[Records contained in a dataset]
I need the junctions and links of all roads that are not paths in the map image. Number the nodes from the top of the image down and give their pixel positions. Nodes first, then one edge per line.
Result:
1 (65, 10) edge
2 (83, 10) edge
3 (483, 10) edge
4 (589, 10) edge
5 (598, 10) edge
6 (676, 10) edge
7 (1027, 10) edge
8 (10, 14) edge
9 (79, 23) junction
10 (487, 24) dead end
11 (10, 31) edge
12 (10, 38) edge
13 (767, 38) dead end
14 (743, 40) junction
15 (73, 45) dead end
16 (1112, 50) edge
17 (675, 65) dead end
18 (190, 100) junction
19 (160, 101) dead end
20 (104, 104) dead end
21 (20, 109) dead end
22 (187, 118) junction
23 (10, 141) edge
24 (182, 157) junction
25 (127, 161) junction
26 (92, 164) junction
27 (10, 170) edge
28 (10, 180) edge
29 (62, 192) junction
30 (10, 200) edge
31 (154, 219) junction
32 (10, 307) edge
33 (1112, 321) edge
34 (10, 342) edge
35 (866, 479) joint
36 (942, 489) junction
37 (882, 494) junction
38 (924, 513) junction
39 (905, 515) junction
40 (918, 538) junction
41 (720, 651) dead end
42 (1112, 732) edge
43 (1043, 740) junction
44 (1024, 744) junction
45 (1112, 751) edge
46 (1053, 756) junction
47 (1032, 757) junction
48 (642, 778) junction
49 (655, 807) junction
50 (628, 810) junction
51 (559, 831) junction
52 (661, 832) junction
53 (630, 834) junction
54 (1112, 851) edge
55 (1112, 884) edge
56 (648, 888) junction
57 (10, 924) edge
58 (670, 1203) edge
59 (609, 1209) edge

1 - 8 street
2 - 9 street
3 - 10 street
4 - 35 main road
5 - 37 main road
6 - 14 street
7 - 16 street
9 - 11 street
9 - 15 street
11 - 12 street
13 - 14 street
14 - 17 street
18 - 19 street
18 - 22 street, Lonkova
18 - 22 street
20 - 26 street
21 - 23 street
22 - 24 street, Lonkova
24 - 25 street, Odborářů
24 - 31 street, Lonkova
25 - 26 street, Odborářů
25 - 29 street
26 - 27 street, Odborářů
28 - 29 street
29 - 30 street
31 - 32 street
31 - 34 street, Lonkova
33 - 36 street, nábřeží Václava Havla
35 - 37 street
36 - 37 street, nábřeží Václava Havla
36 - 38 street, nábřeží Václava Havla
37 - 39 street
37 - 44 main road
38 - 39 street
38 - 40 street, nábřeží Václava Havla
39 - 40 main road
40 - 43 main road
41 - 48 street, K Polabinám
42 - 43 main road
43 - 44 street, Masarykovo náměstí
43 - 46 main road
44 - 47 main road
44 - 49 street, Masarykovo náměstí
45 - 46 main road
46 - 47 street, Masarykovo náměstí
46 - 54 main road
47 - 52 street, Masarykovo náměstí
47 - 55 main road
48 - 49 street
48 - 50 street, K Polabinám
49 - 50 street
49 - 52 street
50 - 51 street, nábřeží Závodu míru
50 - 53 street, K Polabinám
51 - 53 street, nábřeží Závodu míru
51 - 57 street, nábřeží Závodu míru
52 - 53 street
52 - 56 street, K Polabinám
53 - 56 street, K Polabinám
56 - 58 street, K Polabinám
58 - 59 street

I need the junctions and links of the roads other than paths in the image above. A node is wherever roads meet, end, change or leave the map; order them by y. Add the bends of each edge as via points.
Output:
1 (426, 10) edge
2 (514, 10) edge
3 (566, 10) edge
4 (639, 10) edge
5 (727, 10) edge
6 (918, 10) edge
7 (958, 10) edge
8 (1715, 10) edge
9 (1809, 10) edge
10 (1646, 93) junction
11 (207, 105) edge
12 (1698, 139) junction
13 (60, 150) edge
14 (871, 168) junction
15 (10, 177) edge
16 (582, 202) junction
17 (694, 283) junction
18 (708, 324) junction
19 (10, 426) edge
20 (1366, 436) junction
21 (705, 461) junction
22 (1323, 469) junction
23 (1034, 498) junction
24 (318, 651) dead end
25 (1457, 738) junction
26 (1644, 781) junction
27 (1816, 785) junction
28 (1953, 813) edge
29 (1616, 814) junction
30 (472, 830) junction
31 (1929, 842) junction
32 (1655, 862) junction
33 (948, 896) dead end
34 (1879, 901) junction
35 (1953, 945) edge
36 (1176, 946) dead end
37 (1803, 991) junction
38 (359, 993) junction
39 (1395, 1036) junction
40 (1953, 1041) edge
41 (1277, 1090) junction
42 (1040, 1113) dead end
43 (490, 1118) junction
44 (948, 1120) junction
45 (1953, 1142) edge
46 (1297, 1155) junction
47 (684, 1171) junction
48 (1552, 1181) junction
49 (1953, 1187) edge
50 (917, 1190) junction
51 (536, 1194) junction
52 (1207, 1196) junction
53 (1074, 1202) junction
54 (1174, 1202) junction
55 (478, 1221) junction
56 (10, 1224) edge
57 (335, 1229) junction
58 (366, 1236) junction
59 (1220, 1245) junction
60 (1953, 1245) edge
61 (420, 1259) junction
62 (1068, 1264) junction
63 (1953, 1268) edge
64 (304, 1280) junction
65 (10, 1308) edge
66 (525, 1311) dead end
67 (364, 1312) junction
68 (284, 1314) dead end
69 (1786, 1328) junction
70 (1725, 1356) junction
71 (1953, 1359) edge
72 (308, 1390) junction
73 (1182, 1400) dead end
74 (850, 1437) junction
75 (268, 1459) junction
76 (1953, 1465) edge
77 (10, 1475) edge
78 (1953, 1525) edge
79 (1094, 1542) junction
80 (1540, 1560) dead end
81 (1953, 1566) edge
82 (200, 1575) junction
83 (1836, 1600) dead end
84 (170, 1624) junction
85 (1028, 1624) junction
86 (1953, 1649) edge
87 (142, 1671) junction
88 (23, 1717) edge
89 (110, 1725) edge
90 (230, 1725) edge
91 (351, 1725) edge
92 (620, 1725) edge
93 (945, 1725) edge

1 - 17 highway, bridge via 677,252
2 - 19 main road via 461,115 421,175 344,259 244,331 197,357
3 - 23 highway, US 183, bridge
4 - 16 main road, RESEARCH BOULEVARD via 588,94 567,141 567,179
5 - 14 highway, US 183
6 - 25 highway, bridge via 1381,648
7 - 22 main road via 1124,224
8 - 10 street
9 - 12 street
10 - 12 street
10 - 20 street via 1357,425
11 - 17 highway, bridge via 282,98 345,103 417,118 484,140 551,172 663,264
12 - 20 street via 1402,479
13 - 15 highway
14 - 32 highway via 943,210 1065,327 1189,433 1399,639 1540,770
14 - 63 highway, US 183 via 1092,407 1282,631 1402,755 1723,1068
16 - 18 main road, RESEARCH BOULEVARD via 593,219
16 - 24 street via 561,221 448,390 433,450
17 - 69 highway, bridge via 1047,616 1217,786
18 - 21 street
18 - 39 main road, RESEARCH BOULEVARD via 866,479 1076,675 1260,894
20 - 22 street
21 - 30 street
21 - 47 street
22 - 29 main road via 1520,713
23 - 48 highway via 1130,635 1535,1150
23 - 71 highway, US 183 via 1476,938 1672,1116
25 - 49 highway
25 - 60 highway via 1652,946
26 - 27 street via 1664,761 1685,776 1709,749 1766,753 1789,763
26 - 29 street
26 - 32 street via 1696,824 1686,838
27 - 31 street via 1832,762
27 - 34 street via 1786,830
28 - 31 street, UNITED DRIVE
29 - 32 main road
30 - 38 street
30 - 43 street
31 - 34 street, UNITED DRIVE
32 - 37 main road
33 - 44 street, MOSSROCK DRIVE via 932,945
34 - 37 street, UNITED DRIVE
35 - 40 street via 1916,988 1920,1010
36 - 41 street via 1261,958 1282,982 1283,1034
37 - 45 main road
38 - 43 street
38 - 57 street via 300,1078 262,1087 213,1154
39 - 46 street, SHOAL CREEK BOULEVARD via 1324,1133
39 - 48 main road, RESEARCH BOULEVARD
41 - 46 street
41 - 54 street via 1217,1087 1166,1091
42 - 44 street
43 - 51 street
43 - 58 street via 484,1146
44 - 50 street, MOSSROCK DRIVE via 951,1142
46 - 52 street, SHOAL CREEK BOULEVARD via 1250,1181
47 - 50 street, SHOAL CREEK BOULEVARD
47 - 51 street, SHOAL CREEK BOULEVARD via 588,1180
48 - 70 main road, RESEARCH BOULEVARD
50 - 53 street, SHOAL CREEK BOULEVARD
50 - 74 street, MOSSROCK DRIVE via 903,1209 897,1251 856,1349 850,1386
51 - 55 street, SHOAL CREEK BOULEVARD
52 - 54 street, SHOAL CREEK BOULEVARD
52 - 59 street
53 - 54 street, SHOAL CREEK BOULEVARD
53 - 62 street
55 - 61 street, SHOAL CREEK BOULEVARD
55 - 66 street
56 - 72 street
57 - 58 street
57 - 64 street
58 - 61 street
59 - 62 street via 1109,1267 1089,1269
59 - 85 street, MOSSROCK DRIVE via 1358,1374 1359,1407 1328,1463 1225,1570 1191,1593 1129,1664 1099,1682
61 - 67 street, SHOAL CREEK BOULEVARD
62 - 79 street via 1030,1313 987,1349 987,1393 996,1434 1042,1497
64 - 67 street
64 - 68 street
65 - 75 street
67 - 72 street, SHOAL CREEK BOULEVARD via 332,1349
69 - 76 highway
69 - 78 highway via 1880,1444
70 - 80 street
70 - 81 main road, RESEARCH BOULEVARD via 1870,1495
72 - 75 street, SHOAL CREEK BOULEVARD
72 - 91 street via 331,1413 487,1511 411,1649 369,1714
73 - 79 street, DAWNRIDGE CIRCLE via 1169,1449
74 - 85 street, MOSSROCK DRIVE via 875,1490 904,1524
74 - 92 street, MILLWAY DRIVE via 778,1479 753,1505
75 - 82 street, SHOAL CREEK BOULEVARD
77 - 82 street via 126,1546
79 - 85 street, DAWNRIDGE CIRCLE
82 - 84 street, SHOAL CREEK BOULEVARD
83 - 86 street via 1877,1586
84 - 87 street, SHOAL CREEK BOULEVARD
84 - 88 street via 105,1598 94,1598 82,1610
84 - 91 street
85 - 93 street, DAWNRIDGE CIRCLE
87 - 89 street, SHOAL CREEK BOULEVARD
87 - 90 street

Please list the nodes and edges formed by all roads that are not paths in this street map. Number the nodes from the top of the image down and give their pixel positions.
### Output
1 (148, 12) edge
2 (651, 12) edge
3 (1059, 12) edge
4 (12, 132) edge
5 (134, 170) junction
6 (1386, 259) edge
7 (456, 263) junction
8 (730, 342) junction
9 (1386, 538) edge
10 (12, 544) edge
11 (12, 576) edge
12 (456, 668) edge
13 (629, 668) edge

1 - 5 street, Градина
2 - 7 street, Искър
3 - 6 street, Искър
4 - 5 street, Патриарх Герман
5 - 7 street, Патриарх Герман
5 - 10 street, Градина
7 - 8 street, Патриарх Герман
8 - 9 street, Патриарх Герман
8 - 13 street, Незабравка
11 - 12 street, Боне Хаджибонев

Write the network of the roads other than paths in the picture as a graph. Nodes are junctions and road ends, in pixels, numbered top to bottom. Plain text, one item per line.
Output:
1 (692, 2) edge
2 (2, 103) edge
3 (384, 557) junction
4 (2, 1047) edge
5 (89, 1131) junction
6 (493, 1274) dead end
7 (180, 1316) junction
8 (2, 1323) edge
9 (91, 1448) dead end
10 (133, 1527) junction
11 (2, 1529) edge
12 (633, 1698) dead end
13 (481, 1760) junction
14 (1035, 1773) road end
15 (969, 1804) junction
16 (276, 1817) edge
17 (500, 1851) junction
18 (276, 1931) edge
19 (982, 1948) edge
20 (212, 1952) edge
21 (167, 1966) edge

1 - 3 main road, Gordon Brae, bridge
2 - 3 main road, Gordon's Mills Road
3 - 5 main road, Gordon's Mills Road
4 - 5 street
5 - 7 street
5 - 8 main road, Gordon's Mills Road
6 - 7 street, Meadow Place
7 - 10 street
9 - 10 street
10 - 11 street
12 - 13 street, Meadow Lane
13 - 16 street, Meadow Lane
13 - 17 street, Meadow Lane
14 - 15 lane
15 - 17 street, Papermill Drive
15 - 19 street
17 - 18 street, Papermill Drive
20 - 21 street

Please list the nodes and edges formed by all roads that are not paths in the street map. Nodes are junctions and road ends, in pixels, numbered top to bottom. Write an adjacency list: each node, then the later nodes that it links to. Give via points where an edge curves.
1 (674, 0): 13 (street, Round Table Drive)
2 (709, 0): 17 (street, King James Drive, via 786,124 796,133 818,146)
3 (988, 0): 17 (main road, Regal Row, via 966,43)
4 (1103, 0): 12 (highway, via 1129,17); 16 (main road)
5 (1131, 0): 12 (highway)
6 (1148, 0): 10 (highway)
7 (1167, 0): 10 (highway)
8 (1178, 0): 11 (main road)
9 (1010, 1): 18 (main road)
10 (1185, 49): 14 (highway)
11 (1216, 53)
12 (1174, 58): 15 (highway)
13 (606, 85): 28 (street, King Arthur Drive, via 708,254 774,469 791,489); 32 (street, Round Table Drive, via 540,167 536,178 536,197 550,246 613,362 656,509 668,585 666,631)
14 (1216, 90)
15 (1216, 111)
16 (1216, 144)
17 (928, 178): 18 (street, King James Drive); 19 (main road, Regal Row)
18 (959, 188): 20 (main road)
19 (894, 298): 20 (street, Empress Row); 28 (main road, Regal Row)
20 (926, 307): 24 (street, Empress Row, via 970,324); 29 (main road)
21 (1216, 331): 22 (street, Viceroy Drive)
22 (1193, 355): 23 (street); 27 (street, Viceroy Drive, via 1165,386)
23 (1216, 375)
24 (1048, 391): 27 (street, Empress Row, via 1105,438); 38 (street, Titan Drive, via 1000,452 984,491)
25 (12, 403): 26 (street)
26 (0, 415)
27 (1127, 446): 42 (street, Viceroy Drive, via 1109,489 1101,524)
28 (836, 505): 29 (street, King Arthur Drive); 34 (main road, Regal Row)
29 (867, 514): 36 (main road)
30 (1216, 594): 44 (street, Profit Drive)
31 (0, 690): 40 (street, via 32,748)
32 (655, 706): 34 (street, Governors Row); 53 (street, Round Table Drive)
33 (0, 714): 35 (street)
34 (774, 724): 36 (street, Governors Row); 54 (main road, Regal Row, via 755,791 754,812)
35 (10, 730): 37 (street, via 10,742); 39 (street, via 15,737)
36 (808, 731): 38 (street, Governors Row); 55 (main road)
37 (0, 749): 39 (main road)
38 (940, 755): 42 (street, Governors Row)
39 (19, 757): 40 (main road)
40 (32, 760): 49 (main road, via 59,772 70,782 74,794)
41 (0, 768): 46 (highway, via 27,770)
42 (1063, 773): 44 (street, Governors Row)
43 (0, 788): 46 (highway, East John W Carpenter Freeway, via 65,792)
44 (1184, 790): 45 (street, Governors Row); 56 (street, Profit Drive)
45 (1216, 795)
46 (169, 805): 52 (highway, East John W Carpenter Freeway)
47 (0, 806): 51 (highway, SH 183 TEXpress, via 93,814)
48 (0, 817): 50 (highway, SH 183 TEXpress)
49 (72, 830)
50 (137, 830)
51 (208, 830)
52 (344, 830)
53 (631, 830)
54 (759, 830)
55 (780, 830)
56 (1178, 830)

* [What to work on]
Once you have found every line above holding the word "Masarykovo", copy those lines.

* [Output of the exercise]
43 - 44 street, Masarykovo náměstí
44 - 49 street, Masarykovo náměstí
46 - 47 street, Masarykovo náměstí
47 - 52 street, Masarykovo náměstí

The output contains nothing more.